:: What to do ::
Check every line of the data for the string "Heulog" and copy the ones that have it.

:: Data records ::
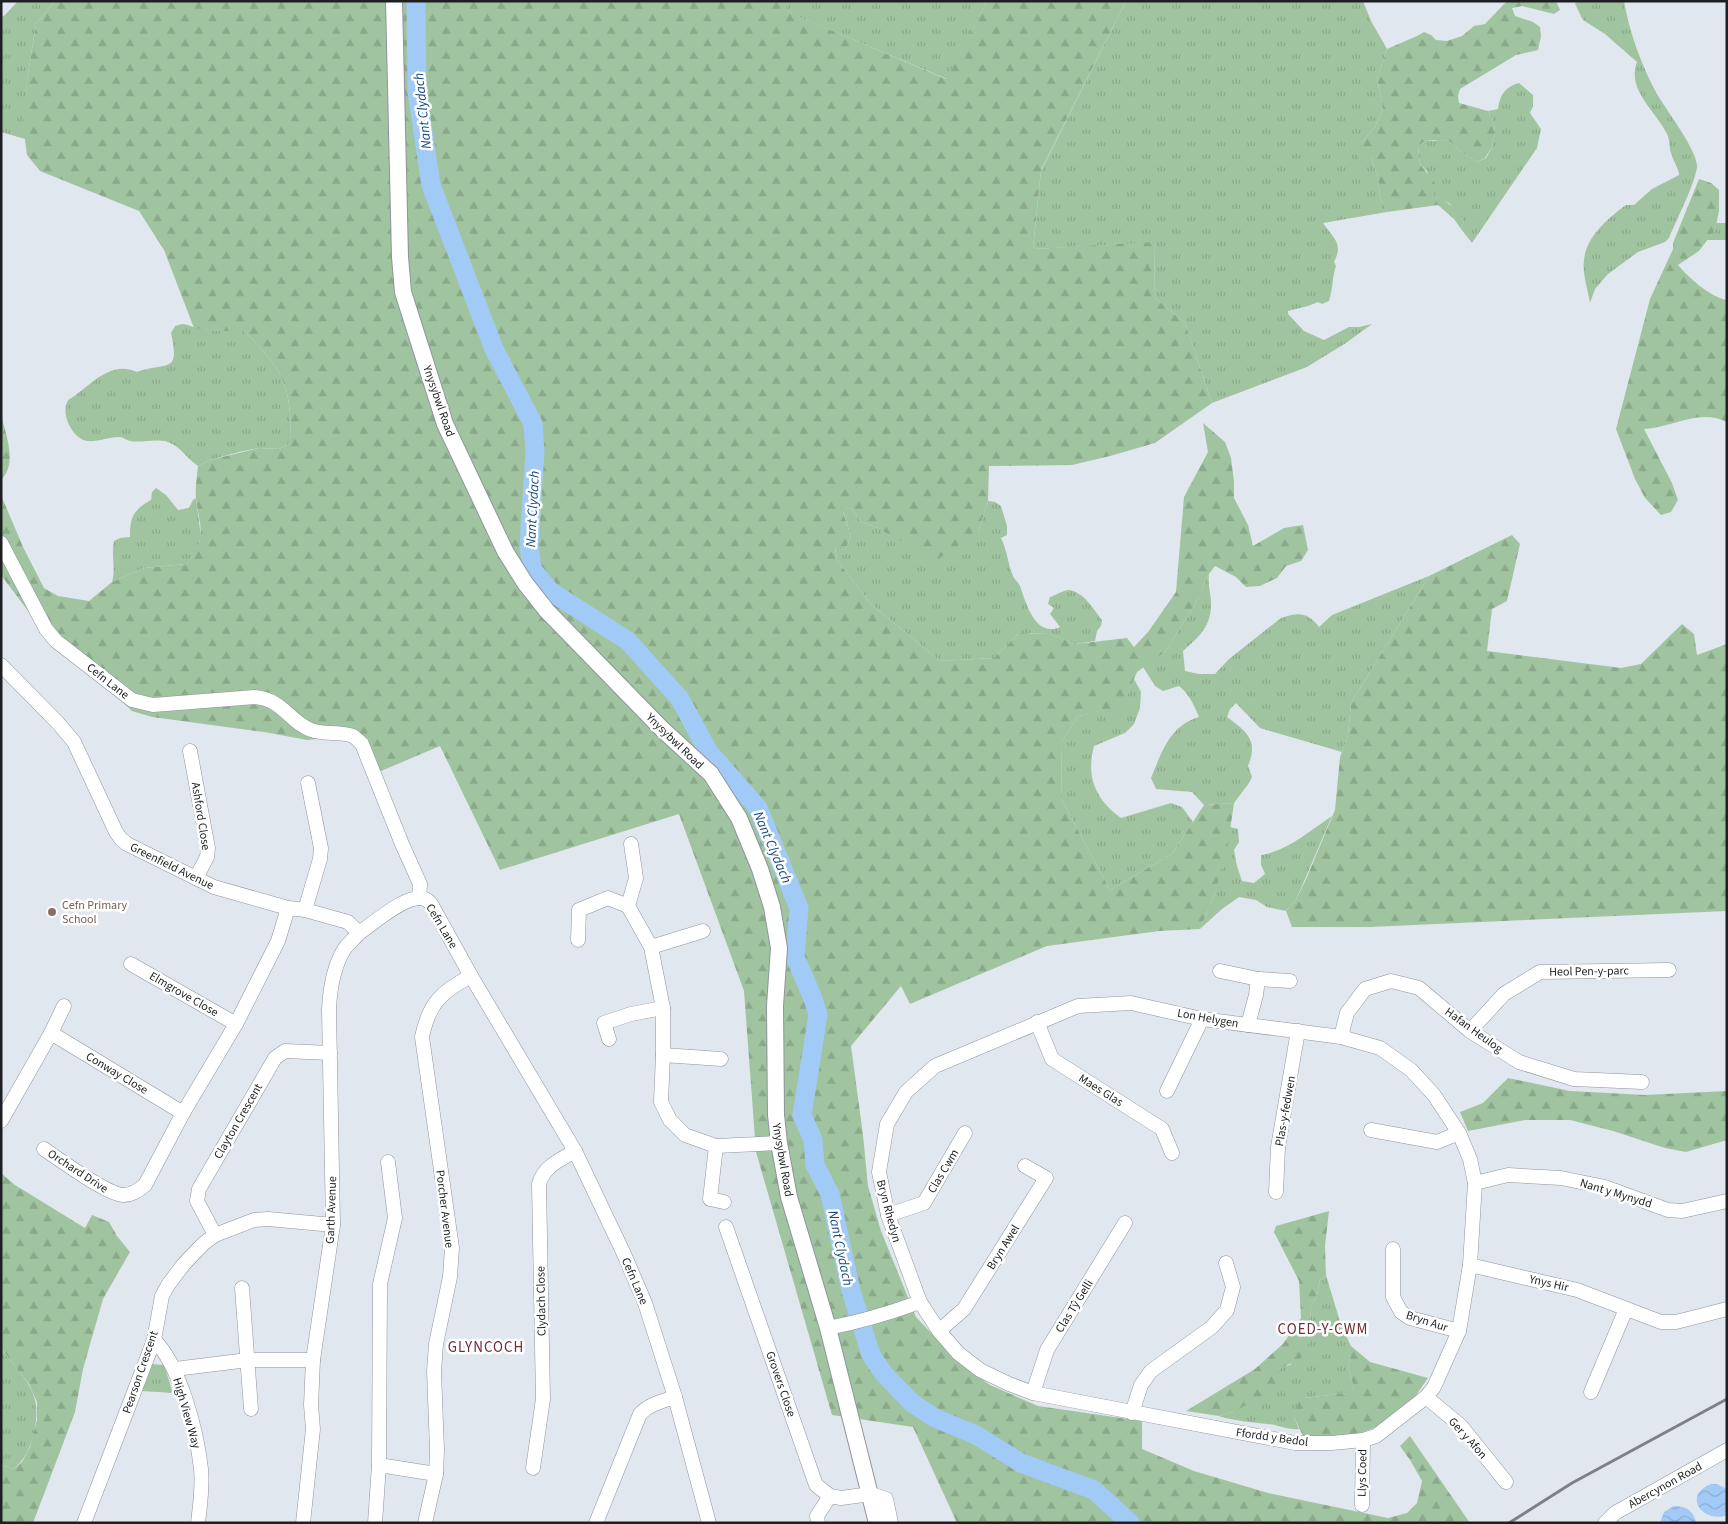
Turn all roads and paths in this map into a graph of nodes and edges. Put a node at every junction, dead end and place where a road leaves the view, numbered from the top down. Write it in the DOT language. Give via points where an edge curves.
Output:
graph roads {
  1 [pos="394,1"];
  2 [pos="1,543"];
  3 [pos="1,666"];
  4 [pos="190,751"];
  5 [pos="308,783"];
  6 [pos="632,844"];
  7 [pos="196,878"];
  8 [pos="419,898"];
  9 [pos="628,906"];
  10 [pos="288,908"];
  11 [pos="305,910"];
  12 [pos="359,933"];
  13 [pos="699,936"];
  14 [pos="578,940"];
  15 [pos="651,946"];
  16 [pos="131,964"];
  17 [pos="1670,970"];
  18 [pos="1220,971"];
  19 [pos="471,976"];
  20 [pos="1258,978"];
  21 [pos="1290,981"];
  22 [pos="64,1006"];
  23 [pos="663,1008"];
  24 [pos="1202,1019"];
  25 [pos="1037,1022"];
  26 [pos="236,1024"];
  27 [pos="1248,1025"];
  28 [pos="1298,1031"];
  29 [pos="1470,1031"];
  30 [pos="51,1033"];
  31 [pos="1341,1038"];
  32 [pos="609,1039"];
  33 [pos="1380,1048"];
  34 [pos="330,1053"];
  35 [pos="663,1055"];
  36 [pos="714,1063"];
  37 [pos="1642,1082"];
  38 [pos="1167,1091"];
  39 [pos="183,1113"];
  40 [pos="1,1121"];
  41 [pos="1371,1130"];
  42 [pos="965,1133"];
  43 [pos="1458,1133"];
  44 [pos="778,1143"];
  45 [pos="716,1146"];
  46 [pos="44,1149"];
  47 [pos="575,1151"];
  48 [pos="1172,1153"];
  49 [pos="388,1162"];
  50 [pos="1024,1166"];
  51 [pos="1475,1183"];
  52 [pos="1276,1192"];
  53 [pos="1727,1201"];
  54 [pos="724,1202"];
  55 [pos="888,1214"];
  56 [pos="1125,1223"];
  57 [pos="333,1225"];
  58 [pos="726,1227"];
  59 [pos="215,1236"];
  60 [pos="1393,1248"];
  61 [pos="1226,1263"];
  62 [pos="1470,1265"];
  63 [pos="242,1288"];
  64 [pos="920,1302"];
  65 [pos="1626,1309"];
  66 [pos="1727,1309"];
  67 [pos="828,1328"];
  68 [pos="939,1330"];
  69 [pos="1459,1331"];
  70 [pos="154,1340"];
  71 [pos="248,1360"];
  72 [pos="313,1360"];
  73 [pos="175,1369"];
  74 [pos="1590,1392"];
  75 [pos="1033,1393"];
  76 [pos="675,1397"];
  77 [pos="1426,1397"];
  78 [pos="250,1409"];
  79 [pos="1132,1413"];
  80 [pos="1363,1440"];
  81 [pos="1727,1450"];
  82 [pos="380,1466"];
  83 [pos="534,1468"];
  84 [pos="436,1474"];
  85 [pos="1506,1482"];
  86 [pos="871,1494"];
  87 [pos="830,1496"];
  88 [pos="1362,1505"];
  89 [pos="84,1523"];
  90 [pos="198,1523"];
  91 [pos="303,1523"];
  92 [pos="375,1523"];
  93 [pos="425,1523"];
  94 [pos="596,1523"];
  95 [pos="709,1523"];
  96 [pos="818,1523"];
  97 [pos="877,1523"];
  98 [pos="891,1523"];
  99 [pos="1605,1523"];
  1 -- 44 [label="main road, Ynysybwl Road" via="403,292 445,424 505,552 525,583 648,715 711,774 739,818 769,898 779,948 775,1006"];
  2 -- 8 [label="street, Cefn Lane" via="46,629 56,641 132,700 153,706 266,698 311,730 354,736 362,744 420,884"];
  3 -- 7 [label="street, Greenfield Avenue" via="74,742 121,839"];
  4 -- 7 [label="street, Ashford Close" via="208,848"];
  5 -- 11 [label="street" via="321,848"];
  6 -- 9 [label="street" via="636,878"];
  7 -- 10 [label="street, Greenfield Avenue" via="232,893"];
  8 -- 12 [label="street" via="406,900"];
  8 -- 19 [label="street, Cefn Lane" via="431,904"];
  9 -- 14 [label="street" via="608,898 579,910"];
  9 -- 15 [label="street"];
  10 -- 11 [label="street, Greenfield Avenue"];
  10 -- 26 [label="street" via="278,941"];
  11 -- 12 [label="street, Greenfield Avenue" via="348,922"];
  12 -- 34 [label="street, Garth Avenue" via="346,948 336,968 330,991"];
  13 -- 15 [label="street"];
  15 -- 23 [label="street"];
  16 -- 26 [label="street, Elmgrove Close"];
  17 -- 29 [label="street, Heol Pen-y-parc" via="1540,972 1504,994"];
  18 -- 20 [label="street"];
  19 -- 47 [label="street, Cefn Lane"];
  19 -- 84 [label="street, Porcher Avenue" via="434,1002 422,1037 452,1248 434,1371"];
  20 -- 21 [label="street"];
  20 -- 27 [label="street"];
  22 -- 30 [label="street"];
  23 -- 32 [label="street" via="604,1023"];
  23 -- 35 [label="street"];
  24 -- 25 [label="street, Lon Helygen" via="1131,1003 1078,1006"];
  24 -- 27 [label="street, Lon Helygen"];
  24 -- 38 [label="street"];
  25 -- 48 [label="street, Maes Glas" via="1052,1059 1162,1129"];
  25 -- 55 [label="street, Bryn Rhedyn" via="935,1066 906,1092 887,1124 879,1172"];
  26 -- 39 [label="street"];
  27 -- 28 [label="street, Lon Helygen"];
  28 -- 31 [label="street, Lon Helygen"];
  28 -- 52 [label="street, Plas-y-fedwen" via="1278,1147"];
  29 -- 31 [label="street, Hafan Heulog" via="1419,988 1391,981 1365,989 1347,1013"];
  29 -- 37 [label="street, Hafan Heulog" via="1519,1062 1574,1079"];
  30 -- 39 [label="street, Conway Close"];
  30 -- 40 [label="street"];
  31 -- 33 [label="street, Lon Helygen"];
  33 -- 43 [label="street, Ffordd y Bedol" via="1411,1070 1434,1096"];
  34 -- 57 [label="street, Garth Avenue"];
  34 -- 59 [label="street, Clayton Crescent" via="284,1051 275,1058 199,1189 197,1201"];
  35 -- 36 [label="street"];
  35 -- 45 [label="street" via="661,1102 670,1120 685,1135"];
  39 -- 46 [label="street, Orchard Drive" via="145,1185 128,1195 113,1193"];
  41 -- 43 [label="street" via="1437,1142"];
  42 -- 55 [label="street, Clas Cwm" via="924,1203"];
  43 -- 51 [label="street, Ffordd y Bedol" via="1470,1159"];
  44 -- 45 [label="street"];
  44 -- 67 [label="main road, Ynysybwl Road" via="789,1197"];
  45 -- 54 [label="street" via="710,1200"];
  47 -- 76 [label="street, Cefn Lane" via="645,1303"];
  47 -- 83 [label="street, Clydach Close" via="547,1167 538,1184 543,1399"];
  49 -- 82 [label="street" via="395,1218 380,1284"];
  50 -- 68 [label="street, Bryn Awel" via="1046,1178 964,1309"];
  51 -- 53 [label="street, Nant y Mynydd" via="1508,1175 1561,1178 1605,1187 1668,1210 1682,1211"];
  51 -- 62 [label="street, Ffordd y Bedol"];
  55 -- 64 [label="street, Bryn Rhedyn"];
  56 -- 75 [label="street, Clas Tŷ Gelli" via="1047,1350"];
  57 -- 59 [label="street, Pearson Crescent" via="254,1220"];
  57 -- 72 [label="street, Garth Avenue"];
  58 -- 87 [label="street, Grovers Close" via="816,1485"];
  59 -- 70 [label="street, Pearson Crescent" via="203,1244 168,1285 162,1296"];
  60 -- 69 [label="street, Bryn Aur" via="1393,1297 1401,1312 1410,1318"];
  61 -- 79 [label="street" via="1234,1288 1227,1310 1212,1327 1150,1371 1141,1385"];
  62 -- 65 [label="street, Ynys Hir" via="1577,1290"];
  62 -- 69 [label="street, Ffordd y Bedol"];
  63 -- 71 [label="street"];
  64 -- 67 [label="street"];
  64 -- 68 [label="street, Ffordd y Bedol"];
  65 -- 66 [label="street, Ynys Hir" via="1661,1322 1676,1322"];
  65 -- 74 [label="street"];
  67 -- 86 [label="main road, Ynysybwl Road"];
  68 -- 75 [label="street, Ffordd y Bedol" via="958,1353 980,1370"];
  69 -- 77 [label="street, Ffordd y Bedol" via="1434,1387"];
  70 -- 73 [label="street, High View Way"];
  70 -- 89 [label="street, Pearson Crescent"];
  71 -- 72 [label="street"];
  71 -- 73 [label="street"];
  71 -- 78 [label="street"];
  72 -- 91 [label="street, Garth Avenue" via="313,1429"];
  73 -- 90 [label="street, High View Way" via="196,1434 201,1470"];
  75 -- 79 [label="street, Ffordd y Bedol"];
  76 -- 94 [label="street" via="640,1414"];
  76 -- 95 [label="street, Cefn Lane"];
  77 -- 80 [label="street, Ffordd y Bedol" via="1387,1429"];
  77 -- 85 [label="street, Ger y Afon" via="1461,1426"];
  79 -- 80 [label="street, Ffordd y Bedol" via="1295,1442"];
  80 -- 88 [label="street, Llys Coed"];
  81 -- 99 [label="street, Abercynon Road" via="1615,1513"];
  82 -- 84 [label="street"];
  82 -- 92 [label="street"];
  84 -- 93 [label="street, Porcher Avenue"];
  86 -- 87 [label="street" via="841,1498"];
  86 -- 97 [label="main road, Ynysybwl Road"];
  86 -- 98 [label="street" via="886,1499"];
  87 -- 96 [label="street" via="817,1516"];
}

:: Task output ::
  29 -- 31 [label="street, Hafan Heulog" via="1419,988 1391,981 1365,989 1347,1013"];
  29 -- 37 [label="street, Hafan Heulog" via="1519,1062 1574,1079"];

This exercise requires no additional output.